Nelson corou, mas o professor ignorou o rubor e virou-se para toda a classe.

"Ouçam bem", disse. "Comigo é premiado o aluno que colaborar na aula e se mostrar interventivo. Eu quero cabeças pensantes, mentes activas e inquisitivas, não quero esponjas passivas, entenderam?" Apontou de imediato para um aluno do outro lado, rapaz bem nutrido. "Em Astrofísica, o que é o ponto Alfa?"

"É o início do universo, professor", devolveu o gordinho muito depressa, escaldado com o que se passara momentos antes com Nelson.

"E o ponto Ômega?"

"É o fim do universo, professor."

Luís Rocha esfregou as mãos e Tomás, olhando-o do fundo do anfiteatro, não pôde deixar de pensar que se enganara; afinal, o professor não era inexperiente. Com umas frases apenas, ao ameaçar um aluno de reprovação e encorajando os outros a serem mais interventivos, pusera toda a turma em sentido.

"O Alfa e o Ômega, o princípio e o fim, o nascimento e a morte do universo", enunciou. "Eis os temas da nossa conversa de hoje." Deu dois passos para o lado.

"Pergunto-vos eu: por que razão o universo tem de ter um princípio e um fim? Qual o problema de o universo ser eterno? Poderá ele ser eterno?"

A turma manteve-se em silêncio, ainda a digerir os novos métodos.

"Você aí, qual a resposta?"

Apontou para uma aluna de óculos, que logo ficou muito corada ao ver-se interpelada.

"Bem, professor... uh... eu não... não sei."

"Não sabe você, nem sabe ninguém", rematou o professor. "Mas essa é uma hipótese a considerar, não é? Um universo de duração infinita, sem princípio nem fim, um universo que sempre existiu e sempre existirá. Agora pergunto-vos, como é que vocês acham que a Igreja reage a este conceito?"

Os alunos fizeram um ar incrédulo, alguns pareciam mesmo duvidar que tinham escutado o que o professor perguntara.

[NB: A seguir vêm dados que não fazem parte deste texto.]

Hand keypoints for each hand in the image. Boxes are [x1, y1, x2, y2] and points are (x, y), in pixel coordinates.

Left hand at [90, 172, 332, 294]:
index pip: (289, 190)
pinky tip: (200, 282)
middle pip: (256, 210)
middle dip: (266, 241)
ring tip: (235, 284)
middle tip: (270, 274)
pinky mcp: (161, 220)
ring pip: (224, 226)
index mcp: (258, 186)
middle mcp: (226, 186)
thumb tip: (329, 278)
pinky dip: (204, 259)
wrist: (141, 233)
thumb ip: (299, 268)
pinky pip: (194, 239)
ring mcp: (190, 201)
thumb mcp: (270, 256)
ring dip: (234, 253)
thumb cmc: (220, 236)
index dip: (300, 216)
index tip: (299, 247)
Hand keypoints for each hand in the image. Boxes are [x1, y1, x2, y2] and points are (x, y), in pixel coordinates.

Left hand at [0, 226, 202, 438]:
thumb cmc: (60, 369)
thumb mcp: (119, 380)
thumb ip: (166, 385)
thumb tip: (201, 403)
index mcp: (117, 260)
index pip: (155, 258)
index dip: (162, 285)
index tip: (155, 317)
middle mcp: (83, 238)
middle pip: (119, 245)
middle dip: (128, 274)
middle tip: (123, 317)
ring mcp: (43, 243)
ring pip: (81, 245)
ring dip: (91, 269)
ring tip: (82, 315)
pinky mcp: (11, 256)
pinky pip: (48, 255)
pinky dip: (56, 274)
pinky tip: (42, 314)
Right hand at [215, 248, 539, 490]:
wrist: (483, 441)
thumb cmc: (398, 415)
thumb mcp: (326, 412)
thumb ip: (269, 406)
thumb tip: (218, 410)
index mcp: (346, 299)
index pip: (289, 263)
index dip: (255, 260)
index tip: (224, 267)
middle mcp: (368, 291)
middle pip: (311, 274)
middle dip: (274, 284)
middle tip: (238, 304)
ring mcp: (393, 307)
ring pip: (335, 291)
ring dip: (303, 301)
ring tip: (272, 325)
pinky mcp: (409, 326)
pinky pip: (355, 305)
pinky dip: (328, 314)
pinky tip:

"A Igreja?", admirou-se um deles. "O que tem a Igreja a ver com isto, professor?"

"Tudo e nada", retorquiu Luís Rocha. "A questão do princípio e do fim do universo não é uma questão exclusivamente científica, é um problema também teológico. Sendo uma questão essencial, ela bordeja já as fronteiras da física, ao ponto de quase entrar, ou entrar mesmo, na metafísica. Houve ou não houve Criação?" Deixou a pergunta pairar um instante no anfiteatro. "Baseada no que está escrito na Bíblia, a Igreja sempre preconizou um princípio e um fim, um Gênesis e um Apocalipse, um Alfa e um Omega. Mas a ciência começou, a certa altura, a aparecer com uma resposta diferente. Na sequência das descobertas de Copérnico, Galileu e Newton, os cientistas passaram a achar que a hipótese de um universo eterno era a mais provável. É que, por um lado, o problema da Criação remete para o problema do Criador, pelo que, eliminando-se a Criação, elimina-se a necessidade de um criador. Por outro, a observação do universo parece indiciar um mecanismo constante e estável, mais consonante com a ideia de que esse mecanismo sempre existiu e sempre existirá.